For the results of EFA, based on eigenvalue and variance, three factors were extracted in the SHSE-R: general issues, distracting condition, and working memory. These three factors are the same as in SHSE, but the composition items of each factors are shifted (see the first row of Table 3). For instance, the SHSE’s subcategories consisted of 10, 7, and 3 items in general issues, distracting condition, and working memory, respectively. However, SHSE-R consisted 12, 4, and 4 items in the same subcategories. In more detail, questions 2, 8–10, 12, and 13 represented the distracting condition in SHSE, but these questions were shifted to general issues in SHSE-R. Also, question 7, general issues in SHSE, shifted the distracting condition in SHSE-R, and question 18 in the distracting condition in SHSE shifted working memory in SHSE-R. The movement in factors of these items may be caused by the following reasons; general issues and distracting conditions are classified according to distinct factors that are statistically distinguished, but the two factors cannot be clearly distinguished.
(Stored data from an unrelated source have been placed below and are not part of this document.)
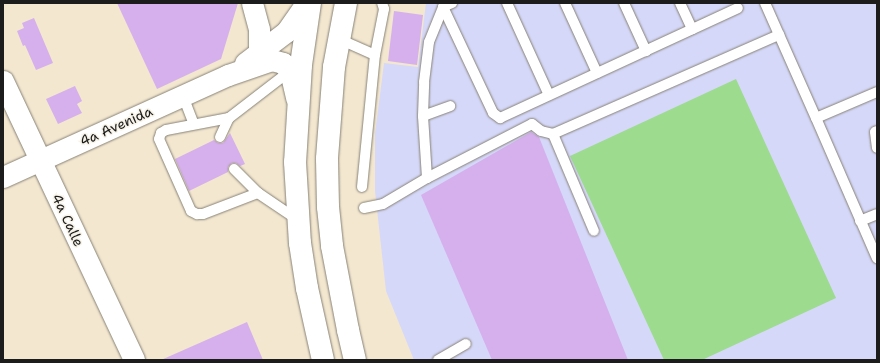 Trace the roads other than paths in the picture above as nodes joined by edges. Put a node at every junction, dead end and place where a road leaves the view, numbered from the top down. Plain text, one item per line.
1 (252, 3) edge
2 (306, 3) edge
3 (310, 3) edge
4 (346, 3) edge
5 (382, 3) edge
6 (507, 3) edge
7 (565, 3) edge
8 (624, 3) edge
9 (680, 3) edge
10 (765, 3) edge
11 (447, 5) edge
12 (738, 8) dead end
13 (692, 30) junction
14 (779, 35) junction
15 (339, 39) junction
16 (646, 51) junction
17 (259, 52) junction
18 (375, 56) junction
19 (290, 71) junction
20 (597, 73) junction
21 (228, 75) junction
22 (3, 81) edge
23 (877, 92) edge
24 (550, 95) junction
25 (183, 96) junction
26 (450, 106) dead end
27 (297, 107) junction
28 (423, 116) junction
29 (229, 118) junction
30 (816, 118) junction
31 (194, 124) junction
32 (877, 131) edge
33 (553, 134) junction
34 (220, 137) dead end
35 (877, 148) edge
36 (40, 160) junction
37 (234, 169) dead end
38 (3, 177) edge
39 (427, 178) junction
40 (362, 187) dead end
41 (258, 193) junction
42 (364, 208) dead end
43 (877, 214) edge
44 (298, 220) junction
45 (860, 221) junction
46 (594, 230) dead end
47 (877, 258) edge
48 (466, 344) dead end
49 (134, 360) edge
50 (323, 360) edge
51 (355, 360) edge
52 (438, 360) edge

1 - 17 street
2 - 17 street, 4a Avenida
3 - 27 highway
4 - 15 highway
5 - 18 lane
6 - 24 lane
7 - 20 lane
8 - 16 lane
9 - 13 lane
10 - 14 lane
11 - 24 lane
11 - 28 lane
12 - 13 lane
13 - 16 lane
14 - 30 lane
14 - 33 lane
15 - 18 lane
15 - 51 highway
16 - 20 lane
17 - 21 street, 4a Avenida
18 - 40 lane
19 - 21 street, 4a Avenida
19 - 27 street
19 - 29 lane
20 - 24 lane
21 - 25 street, 4a Avenida
22 - 36 street, 4a Calle
23 - 30 lane
25 - 31 lane
25 - 36 street, 4a Avenida
26 - 28 lane
27 - 44 highway
28 - 39 lane
29 - 31 lane
29 - 34 lane
30 - 45 lane
31 - 41 lane
32 - 35 lane
33 - 39 lane
33 - 46 lane
36 - 38 street, 4a Avenida
36 - 49 street, 4a Calle
37 - 41 lane
39 - 42 lane
41 - 44 lane
43 - 45 lane
44 - 50 highway
45 - 47 lane
48 - 52 lane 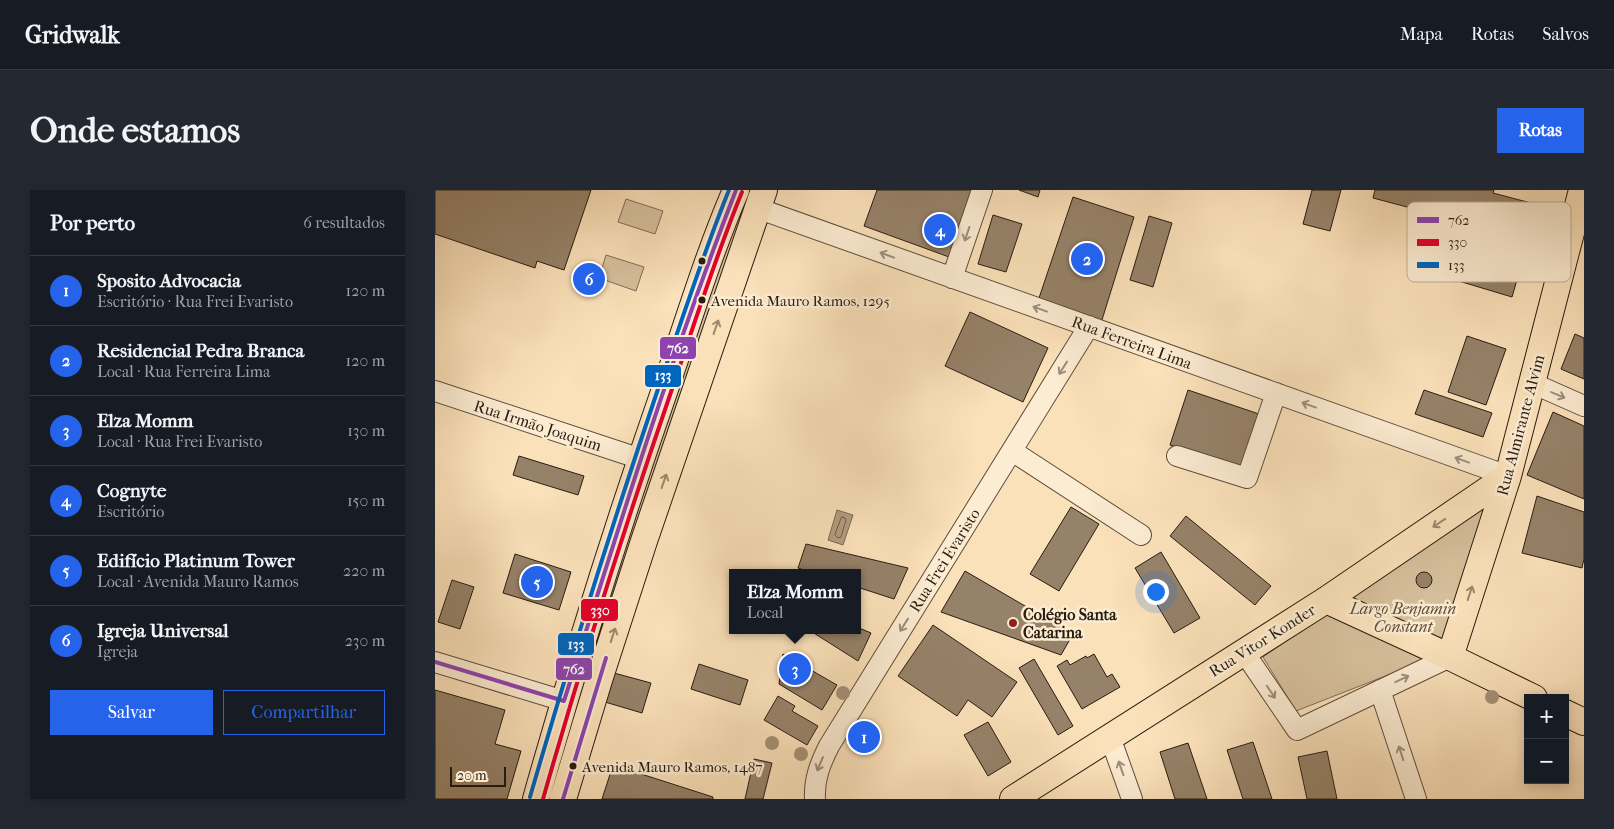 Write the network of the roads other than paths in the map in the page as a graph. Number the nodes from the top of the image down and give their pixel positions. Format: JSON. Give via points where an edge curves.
{"nodes":[{"id":1,"x":982,"y":190,"type":"edge"},
{"id":2,"x":1581,"y":190,"type":"edge"},
{"id":3,"x":734,"y":195,"type":"edge"},
{"id":4,"x":760,"y":199,"type":"edge"},
{"id":5,"x":1571,"y":229,"type":"edge"},
{"id":6,"x":952,"y":278,"type":"junction"},
{"id":7,"x":1558,"y":282,"type":"edge"},
{"id":8,"x":1089,"y":326,"type":"junction"},
{"id":9,"x":1532,"y":383,"type":"junction"},
{"id":10,"x":435,"y":391,"type":"edge"},
{"id":11,"x":1276,"y":393,"type":"junction"},
{"id":12,"x":1584,"y":406,"type":"edge"},
{"id":13,"x":1012,"y":451,"type":"junction"},
{"id":14,"x":1177,"y":456,"type":"dead end"},
{"id":15,"x":641,"y":459,"type":"junction"},
{"id":16,"x":1508,"y":476,"type":"junction"},
{"id":17,"x":1141,"y":535,"type":"dead end"},
{"id":18,"x":1357,"y":578,"type":"junction"},
{"id":19,"x":1326,"y":600,"type":"junction"},
{"id":20,"x":1360,"y":616,"type":"junction"},
{"id":21,"x":1244,"y":652,"type":"junction"},
{"id":22,"x":1450,"y":656,"type":"junction"},
{"id":23,"x":435,"y":662,"type":"edge"},
{"id":24,"x":1380,"y":690,"type":"junction"},
{"id":25,"x":1526,"y":694,"type":"edge"},
{"id":26,"x":564,"y":701,"type":"junction"},
{"id":27,"x":1569,"y":715,"type":"edge"},
{"id":28,"x":1584,"y":722,"type":"edge"},
{"id":29,"x":1110,"y":737,"type":"junction"},
{"id":30,"x":536,"y":799,"type":"edge"},
{"id":31,"x":563,"y":799,"type":"edge"},
{"id":32,"x":815,"y":799,"type":"edge"},
{"id":33,"x":1013,"y":799,"type":"edge"},
{"id":34,"x":1132,"y":799,"type":"edge"},
{"id":35,"x":1416,"y":799,"type":"edge"}],
"edges":[{"from":1,"to":6,"type":"street","one_way":true},
{"from":2,"to":5,"type":"main road","name":"Rua Almirante Alvim"},
{"from":3,"to":4,"type":"main road"},
{"from":3,"to":15,"type":"main road","via":[[704,272]]},
{"from":6,"to":4,"type":"street","name":"Rua Ferreira Lima","one_way":true},
{"from":31,"to":4,"type":"main road","one_way":true,"via":[[644,541]]},
{"from":8,"to":6,"type":"street","name":"Rua Ferreira Lima","one_way":true},
{"from":7,"to":9,"type":"main road","name":"Rua Almirante Alvim"},
{"from":8,"to":11,"type":"street","name":"Rua Ferreira Lima"},
{"from":8,"to":13,"type":"street","name":"Rua Frei Evaristo","one_way":true},
{"from":9,"to":12,"type":"street","one_way":true},
{"from":9,"to":16,"type":"main road","name":"Rua Almirante Alvim"},
{"from":10,"to":15,"type":"street","name":"Rua Irmão Joaquim"},
{"from":11,"to":14,"type":"street","via":[[1247,478]]},
{"from":16,"to":11,"type":"street","name":"Rua Ferreira Lima","one_way":true},
{"from":13,"to":17,"type":"street"},
{"from":13,"to":32,"type":"street","name":"Rua Frei Evaristo","one_way":true,"via":[[829,746],[817,771]]},
{"from":15,"to":26,"type":"main road"},
{"from":16,"to":18,"type":"main road","name":"Rua Vitor Konder","one_way":true},
{"from":22,"to":16,"type":"main road","name":"Rua Almirante Alvim","one_way":true},
{"from":18,"to":19,"type":"main road","name":"Rua Vitor Konder"},
{"from":18,"to":20,"type":"main road","via":[[1353,598]]},
{"from":19,"to":20,"type":"main road"},
{"from":19,"to":21,"type":"main road","name":"Rua Vitor Konder"},
{"from":20,"to":22,"type":"main road"},
{"from":21,"to":24,"type":"street","one_way":true,"via":[[1297,730]]},
{"from":21,"to":29,"type":"main road","name":"Rua Vitor Konder"},
{"from":24,"to":22,"type":"street","one_way":true},
{"from":22,"to":25,"type":"main road"},
{"from":23,"to":26,"type":"street"},
{"from":35,"to":24,"type":"street","one_way":true},
{"from":26,"to":30,"type":"main road"},
{"from":27,"to":28,"type":"main road"},
{"from":29,"to":33,"type":"main road","name":"Rua Vitor Konder"},
{"from":34,"to":29,"type":"street","one_way":true}]} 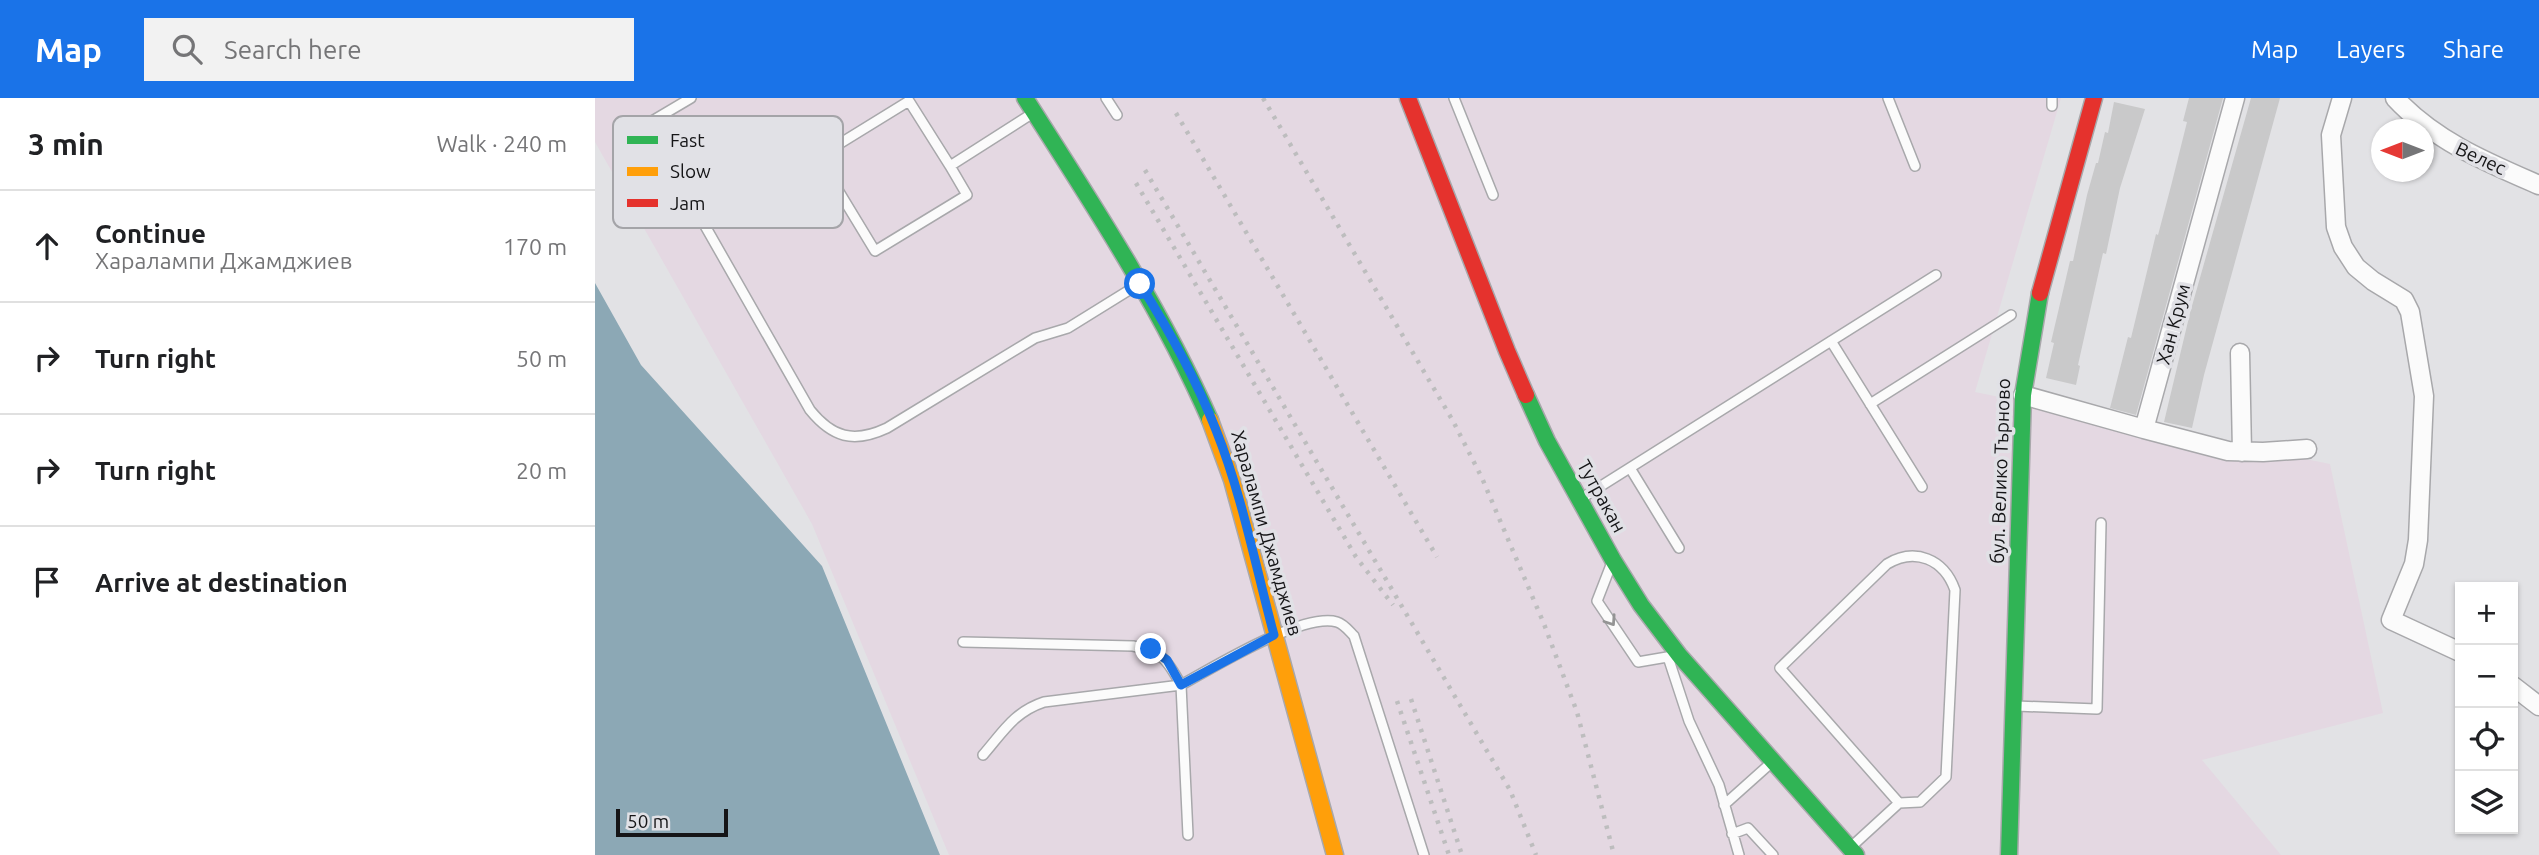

That is, the movement between the two factors is considered a feature of the general presbycusis that can coexist with two subcategories.4,5
Although most validation evaluations of the SHSE-R showed a strong correlation with various subject and object tests, four groups failed to include the same number of subjects as the limitation of the study. In the real world, considering the relatively small number of normal or severe hearing loss patients visited in clinic or hospital, the current results are realistic but should be considered in future studies. If constructing a Web or application device, we expect that the SHSE-R will be more convenient and highly accessible for the elderly so that many older adults can use it.9 Also, improved awareness of presbycusis, which is often misunderstood and underestimated, can increase accessibility in terms of diagnosis. Therefore, the SHSE-R needs to be translated and standardized into the languages of many countries of the world to become an international hearing screening tool.
This work was supported by Hallym University Research Fund (HRF-201810-009).
The authors report no conflicts of interest in this work.